Miami Herald, December 16, 2003
FIELDS OF DESPAIR
Farmers file suit against field bosses
A federal lawsuit alleges widespread worker abuse in North Florida
farm country, the latest sign of trouble in the nation's second-richest
agriculture state.
Twelve farmworkers have filed suit against a North Florida labor boss
and the potato farmer who hired him, saying they suffered poverty pay,
illegal loans, slum housing and physical abuse at the hands of the boss.
The lawsuit, filed in Jacksonville federal court, is the latest sign that Florida's
second-richest industry is plagued by abuse.
A Herald series in August, Fields of Despair, disclosed fresh abuses and
long-standing ills at the bottom of Florida's fields and farms. The new suit
was filed against two men profiled in the series, labor boss Ronald Jones
and farmer Thomas R. Lee of Bulls-Hit Ranch & Farm.
Beyond its specific allegations, the suit lays bare an arrangement that worker
advocates say is symptomatic of the industry's many woes: That Florida farmers
often hire labor bosses as contractors to bring them workers, but turn the other
way when exploitation occurs.
''This case typifies what's happened over and over and over again in this industry,''
said Lisa Butler, the Florida Rural Legal Services attorney who filed the suit. `
`They're the product of the farm employers simply giving their crew leaders a
free hand to rip the workers off.''
Neither defendant could be reached for comment, though messages were left for both.

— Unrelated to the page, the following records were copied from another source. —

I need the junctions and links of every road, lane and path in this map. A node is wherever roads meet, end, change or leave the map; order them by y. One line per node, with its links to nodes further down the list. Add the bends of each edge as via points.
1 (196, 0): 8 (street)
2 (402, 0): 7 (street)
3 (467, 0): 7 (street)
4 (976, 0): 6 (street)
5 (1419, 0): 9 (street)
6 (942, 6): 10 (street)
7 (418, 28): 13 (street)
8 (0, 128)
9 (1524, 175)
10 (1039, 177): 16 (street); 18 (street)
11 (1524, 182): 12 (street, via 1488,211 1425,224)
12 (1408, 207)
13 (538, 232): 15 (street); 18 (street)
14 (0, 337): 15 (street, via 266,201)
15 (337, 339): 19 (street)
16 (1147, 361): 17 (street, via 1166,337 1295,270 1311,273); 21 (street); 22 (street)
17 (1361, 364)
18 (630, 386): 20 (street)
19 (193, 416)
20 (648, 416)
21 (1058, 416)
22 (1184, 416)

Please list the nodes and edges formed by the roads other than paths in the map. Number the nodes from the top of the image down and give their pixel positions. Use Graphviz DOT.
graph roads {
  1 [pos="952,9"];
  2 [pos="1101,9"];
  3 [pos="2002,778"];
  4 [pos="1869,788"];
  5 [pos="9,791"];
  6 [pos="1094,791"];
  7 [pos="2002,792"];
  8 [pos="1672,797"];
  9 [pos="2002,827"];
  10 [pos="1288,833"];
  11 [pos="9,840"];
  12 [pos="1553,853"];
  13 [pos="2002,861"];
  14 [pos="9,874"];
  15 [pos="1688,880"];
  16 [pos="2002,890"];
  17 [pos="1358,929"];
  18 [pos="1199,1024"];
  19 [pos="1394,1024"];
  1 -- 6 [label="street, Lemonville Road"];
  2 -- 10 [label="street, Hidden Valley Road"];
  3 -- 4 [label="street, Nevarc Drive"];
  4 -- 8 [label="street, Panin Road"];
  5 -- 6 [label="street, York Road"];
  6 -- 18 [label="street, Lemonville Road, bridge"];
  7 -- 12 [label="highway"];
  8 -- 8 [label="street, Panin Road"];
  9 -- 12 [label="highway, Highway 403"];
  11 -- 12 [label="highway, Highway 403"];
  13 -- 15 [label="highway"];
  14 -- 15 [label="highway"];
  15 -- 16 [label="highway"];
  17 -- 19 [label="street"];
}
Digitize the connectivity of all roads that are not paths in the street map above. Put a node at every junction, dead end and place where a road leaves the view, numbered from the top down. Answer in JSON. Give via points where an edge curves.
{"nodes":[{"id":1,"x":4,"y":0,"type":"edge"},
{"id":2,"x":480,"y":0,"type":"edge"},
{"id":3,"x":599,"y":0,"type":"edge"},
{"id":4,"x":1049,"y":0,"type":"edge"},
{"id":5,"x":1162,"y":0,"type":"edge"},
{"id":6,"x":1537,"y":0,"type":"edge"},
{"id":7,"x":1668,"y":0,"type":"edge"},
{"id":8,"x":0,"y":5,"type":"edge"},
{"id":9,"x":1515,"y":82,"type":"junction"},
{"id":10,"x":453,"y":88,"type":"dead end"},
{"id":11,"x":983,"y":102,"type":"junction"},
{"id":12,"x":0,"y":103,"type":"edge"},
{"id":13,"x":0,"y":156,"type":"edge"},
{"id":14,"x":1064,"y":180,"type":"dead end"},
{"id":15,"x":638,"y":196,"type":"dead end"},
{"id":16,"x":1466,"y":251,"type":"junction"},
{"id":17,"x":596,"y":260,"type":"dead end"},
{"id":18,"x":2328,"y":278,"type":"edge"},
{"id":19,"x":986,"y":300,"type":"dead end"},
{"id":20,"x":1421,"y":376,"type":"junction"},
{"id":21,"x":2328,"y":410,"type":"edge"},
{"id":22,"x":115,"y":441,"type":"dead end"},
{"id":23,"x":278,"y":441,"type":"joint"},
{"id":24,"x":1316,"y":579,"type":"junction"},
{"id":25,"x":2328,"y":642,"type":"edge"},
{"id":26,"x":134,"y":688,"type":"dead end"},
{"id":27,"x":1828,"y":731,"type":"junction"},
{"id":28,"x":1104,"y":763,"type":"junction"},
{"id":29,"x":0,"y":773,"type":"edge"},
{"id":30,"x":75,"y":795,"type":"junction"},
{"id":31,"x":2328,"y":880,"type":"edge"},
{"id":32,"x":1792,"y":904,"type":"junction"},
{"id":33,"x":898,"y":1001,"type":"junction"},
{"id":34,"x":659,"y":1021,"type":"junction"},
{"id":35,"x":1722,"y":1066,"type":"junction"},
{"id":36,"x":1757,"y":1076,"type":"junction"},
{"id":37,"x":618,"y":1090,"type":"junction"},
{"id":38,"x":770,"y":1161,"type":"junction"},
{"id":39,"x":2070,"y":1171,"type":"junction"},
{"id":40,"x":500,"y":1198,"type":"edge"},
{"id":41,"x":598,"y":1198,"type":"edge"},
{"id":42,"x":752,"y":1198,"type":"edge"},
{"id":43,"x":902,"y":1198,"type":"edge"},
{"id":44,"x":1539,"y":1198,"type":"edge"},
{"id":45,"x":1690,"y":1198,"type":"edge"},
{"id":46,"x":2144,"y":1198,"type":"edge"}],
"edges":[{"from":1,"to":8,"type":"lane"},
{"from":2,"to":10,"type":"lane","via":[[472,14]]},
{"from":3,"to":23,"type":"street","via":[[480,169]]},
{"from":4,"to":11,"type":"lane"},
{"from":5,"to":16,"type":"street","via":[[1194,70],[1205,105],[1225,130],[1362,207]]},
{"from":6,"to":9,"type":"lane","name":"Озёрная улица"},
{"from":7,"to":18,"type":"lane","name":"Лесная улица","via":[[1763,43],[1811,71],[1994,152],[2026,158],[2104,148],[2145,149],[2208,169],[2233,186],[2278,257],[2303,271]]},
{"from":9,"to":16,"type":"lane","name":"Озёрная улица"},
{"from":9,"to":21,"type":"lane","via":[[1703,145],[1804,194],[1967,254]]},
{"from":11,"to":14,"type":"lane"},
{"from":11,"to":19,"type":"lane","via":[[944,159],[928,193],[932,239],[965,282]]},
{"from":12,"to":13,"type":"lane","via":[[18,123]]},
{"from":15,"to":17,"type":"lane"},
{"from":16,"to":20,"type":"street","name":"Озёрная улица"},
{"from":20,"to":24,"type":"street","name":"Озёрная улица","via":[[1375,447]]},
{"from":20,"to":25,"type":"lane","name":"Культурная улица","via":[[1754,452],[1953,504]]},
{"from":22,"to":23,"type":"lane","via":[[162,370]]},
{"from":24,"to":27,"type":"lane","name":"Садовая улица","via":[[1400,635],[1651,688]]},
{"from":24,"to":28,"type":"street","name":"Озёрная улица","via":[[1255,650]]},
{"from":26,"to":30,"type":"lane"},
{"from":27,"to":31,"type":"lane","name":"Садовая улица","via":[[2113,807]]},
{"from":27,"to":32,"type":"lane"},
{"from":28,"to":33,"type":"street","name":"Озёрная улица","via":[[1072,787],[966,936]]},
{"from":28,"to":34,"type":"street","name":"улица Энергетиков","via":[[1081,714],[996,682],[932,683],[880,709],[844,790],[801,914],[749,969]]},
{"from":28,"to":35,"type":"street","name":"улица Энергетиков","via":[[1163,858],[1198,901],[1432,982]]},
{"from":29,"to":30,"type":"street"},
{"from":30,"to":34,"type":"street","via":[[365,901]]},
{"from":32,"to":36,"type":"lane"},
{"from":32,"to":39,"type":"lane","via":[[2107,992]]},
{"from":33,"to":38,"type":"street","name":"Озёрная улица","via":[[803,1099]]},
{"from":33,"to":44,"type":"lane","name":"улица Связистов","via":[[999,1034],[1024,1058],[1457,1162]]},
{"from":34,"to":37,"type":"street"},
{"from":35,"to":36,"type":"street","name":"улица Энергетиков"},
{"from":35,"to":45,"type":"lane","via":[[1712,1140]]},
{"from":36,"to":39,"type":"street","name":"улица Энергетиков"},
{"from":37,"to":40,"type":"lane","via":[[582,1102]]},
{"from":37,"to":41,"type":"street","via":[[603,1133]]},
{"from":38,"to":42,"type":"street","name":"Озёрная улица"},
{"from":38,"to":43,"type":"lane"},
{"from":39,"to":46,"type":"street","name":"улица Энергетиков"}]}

The dozen laborers named in the suit say they were hired by Jones,
a Hastings farm contractor, to sort and pack potatoes at Bulls-Hit,
a nearby farm making gourmet chips. Farmer Lee hired Jones to provide
the laborers in 2002 and 2003.
The workers, many impoverished when they began their farm duty, say Jones
stuck them in housing so squalid that exposed sewage covered the grounds,
bathroom floors were rotted, toilets overflowed and roofs leaked.
Though Jones promised minimum wage of $5.15 an hour, the suit contends,
the laborers earned far less. Jones fronted workers loans and advances --
then billed them ''illegal credits'' of 100 percent interest. He docked their pay for rent.
One worker was not paid at all, the suit contends, and others received
pay statements that ``routinely misrepresented the wages actually paid.''
Two plaintiffs, Dortha Jones and Michael Sapp, say Jones battered them in
June 2003 after each complained about the work conditions.
The crew boss ''shoved, battered and threatened'' Jones and ''struck and
battered'' Sapp, the lawsuit said.
SKIRTED LAW?
Jones is accused of repeatedly skirting the Migrant and Seasonal Agricultural
Worker Protection Act, the federal law meant to shield farmworkers from abuse.
He lacked permits to house many workers, for instance, and broke rules regarding
pay and notification of workers rights, the suit said.
Jones did not reply to a request for comment placed with his wife Monday.
Earlier this year, he declined numerous interview requests.
According to the suit, farmer Lee was ultimately responsible for the workers
because he hired Jones to bring laborers to him.
''Bulls-Hit is totally responsible for ensuring that the people that they permit
to work for them receive the wages due,'' said attorney Butler.
Lee failed to keep wage and other records required by law, the suit contends,
while employing the labor contractor ``without first taking reasonable steps
to determine that defendant Jones was authorized to engage in all activities
for which he was utilized.''
Lee did not return calls to his cellular phone Monday.
In an earlier interview with The Herald, however, he had defended labor boss Jones --
and disparaged some workers who sorted and packed his potatoes.
BAIT AND SWITCH
The Herald had interviewed several laborers who said Jones and others recruited
them from homeless centers with big promises. When they reached the sweltering
North Florida farm country, however, the workers found low wages, squalid
housing and loans with 100 percent interest.
Some said they pocketed as little as $30 a week while Jones drove through
town in fine cars.
'I felt like [I was] being a slave, just working to support his family,''
farmworker Isiah Brown told the newspaper. Brown is now one of the
plaintiffs in the case.
Asked to respond to those and other allegations earlier this year, Lee had said:
`I don't believe that they are being abused and being mistreated, unless
they asked for it.''
Farmworkers' pain isn't limited to North Florida. In recent years, 12
Florida labor bosses, smugglers and henchmen have gone to prison
for abusing or enslaving workers.
Across Florida, federal investigators are stepping up inquiries into
farmworker exploitation.
In Washington, key members of Congress have filed a bill that could
grant legal status to up to 100,000 Florida farmworkers.
One bill supporter submitted The Herald series to the Congressional
Record as proof of the need for reform.